Looking to buy me a wireless game cam that send pictures to your phone / email.. Anyone got one ?


----------



## nathar (Jun 25, 2009)

pigman25 said:


> Looking to buy me a wireless game cam that send pictures to your phone / email.. Anyone got one ?


I just sent back my HCO Panda after field testing it. The cheaper cameras (I'm assuming) use the older 2G network, which has a much weaker signal off the tower than the 3G and 4G signals. The 3 & 4G cameras are a lot more expensive.

My plot is about 1500 yards off of Hwy 29 near McDavid. Although I have enough signal to use voice, text, and internet on my iPhone (normally 2-4 bars), the Panda would not connect to the network at all. Sure, it would work at the top of the hill, but as soon as I went down into the draw where my plot is located, it lost all reception.

I was very disappointed that it didn't work for me, but I'm not going to buy a $500 camera then put it out in the woods to get stolen. I was reluctant to even put a $290 camera out there, but I was willing to risk it to save a two hour round trip to my plot.

If you get one, make sure you do all the field testing within the cellular company's cancellation window, so if it doesn't work, you can send it back and cancel the new line.

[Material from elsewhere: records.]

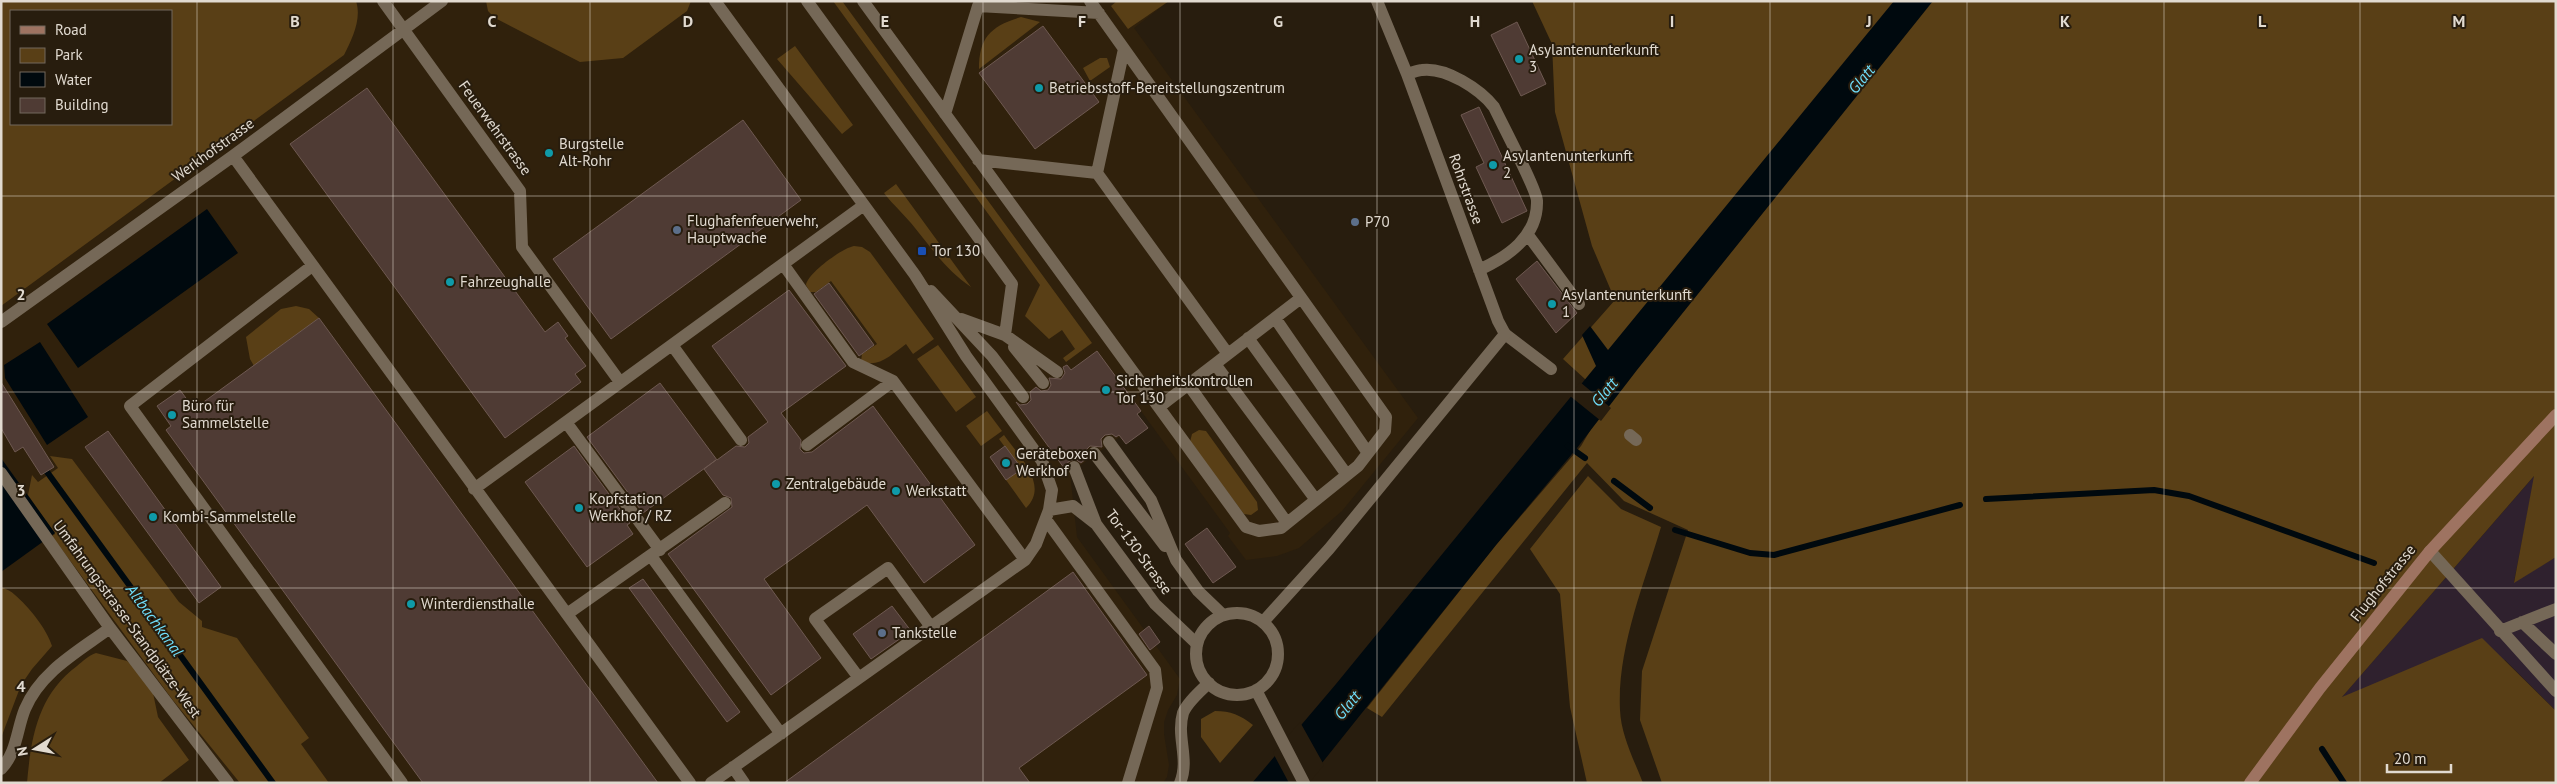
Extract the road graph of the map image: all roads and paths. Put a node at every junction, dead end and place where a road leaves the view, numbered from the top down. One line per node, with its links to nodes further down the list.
1 (382, 1): 10 (street, Feuerwehrstrasse)
2 (442, 1): 10 (street, Werkhofstrasse)
3 (714, 1): 17 (street)
4 (807, 1): 29 (street)
5 (863, 1): 13 (street)
6 (1090, 1): 9 (street)
7 (1377, 1): 12 (street, Rohrstrasse)
8 (976, 4): 9 (street); 13 (street)
9 (1099, 13): 11 (street)
10 (403, 29): 14 (street, Werkhofstrasse); 37 (street, Feuerwehrstrasse)
11 (1124, 49): 16 (street); 23 (street)
12 (1407, 74): 18 (street); 21 (street, Rohrstrasse)
13 (945, 114): 15 (street)
14 (234, 156): 20 (street); 27 (street, Werkhofstrasse)
15 (978, 160): 16 (street); 41 (street)
16 (1097, 173): 32 (street)
17 (864, 205): 19 (street); 22 (street)
18 (1528, 235): 21 (street); 24 (street)
19 (783, 264): 31 (street); 36 (street)
20 (312, 266): 52 (street); 80 (street)
21 (1479, 270): 28 (street, Rohrstrasse)
22 (915, 274): 25 (street); 55 (street)
23 (1301, 298): 26 (street); 48 (street)
24 (1578, 304)
25 (958, 318): 29 (street); 40 (street)
26 (1275, 318): 30 (street); 48 (street)
27 (1, 322)
28 (1505, 334): 34 (street, Rohrstrasse); 65 (street)
29 (1004, 335): 35 (street); 38 (street)
30 (1248, 338): 32 (street); 51 (street)
31 (672, 345): 37 (street); 44 (street)
32 (1228, 354): 33 (street)
33 (1215, 364): 39 (street); 53 (street)
34 (1551, 369)
35 (1057, 372)
36 (893, 381): 46 (street); 60 (street)
37 (620, 382): 43 (street)
38 (1043, 382)
39 (1188, 384): 41 (street); 56 (street)
40 (1023, 397)
41 (1159, 406): 56 (street)
42 (2556, 415): 58 (main road, Flughofstrasse)
43 (566, 422): 52 (street); 59 (street)
44 (741, 440)
45 (1109, 442): 61 (street, Tor-130-Strasse)
46 (807, 445)
47 (1094, 453): 61 (street, Tor-130-Strasse)
48 (1368, 453): 51 (street)
49 (1074, 468): 57 (street, Tor-130-Strasse)
50 (1, 473): 68 (street, Umfahrungsstrasse-Standplätze-West)
51 (1347, 475): 53 (street)
52 (474, 489): 63 (street)
53 (1316, 500): 56 (street)
54 (725, 503): 59 (street)
55 (1048, 516): 57 (street); 60 (street); 84 (street)
56 (1287, 523)
57 (1096, 524): 70 (street, Tor-130-Strasse)
58 (2430, 551): 69 (street); 87 (main road, Flughofstrasse)
59 (655, 553): 63 (street); 76 (street)
60 (1024, 560): 67 (street)
61 (1176, 560): 64 (street, Tor-130-Strasse)
62 (2556, 610): 66 (street)
63 (567, 614): 81 (street)
64 (1224, 615): 65 (street); 70 (street)
65 (1263, 622): 74 (street)
66 (2522, 622): 69 (street); 71 (street)
67 (931, 626): 72 (street); 72 (street)
68 (110, 628): 78 (street); 79 (street, Umfahrungsstrasse-Standplätze-West)
69 (2500, 631): 75 (street)
70 (1197, 644): 73 (street)
71 (2556, 654)
72 (859, 678): 76 (street)
73 (1208, 684): 74 (street); 85 (street)
74 (1256, 690): 86 (street)
75 (2556, 691)
76 (781, 734): 77 (street)
77 (733, 767): 82 (street); 83 (street)
78 (1, 769)
79 (228, 783)
80 (402, 783)
81 (690, 783)
82 (710, 783)
83 (744, 783)
84 (1128, 783)
85 (1180, 783)
86 (1304, 783)
87 (2250, 783)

I am an AT&T customer, so my new unlimited text line under my plan was free; just required a two year contract on that line. I cancelled in time.

Good luck!


----------



## espo16 (Apr 21, 2008)

Check out Tailrazors' ad in the for sale section....


----------



## pharmasea (Jun 7, 2009)

*Covert*

I bought the Covert wireless cam a month ago. Takes great pictures, however, it has to be in an area with good signal even with booster antenna. It has been hit or miss as to whether it sends me pic. 
The signal at my lease in Alabama is very week even on cell phone, so cant complain too much about the camera. I have been getting about 1 pic in 12 that it takes sent to my cell phone. If you are in an area that has decent cell coverage I do recommend this camera, if not don't bother.
I have the 12 megapixel camera in when you download them to your computer the pics are great.


----------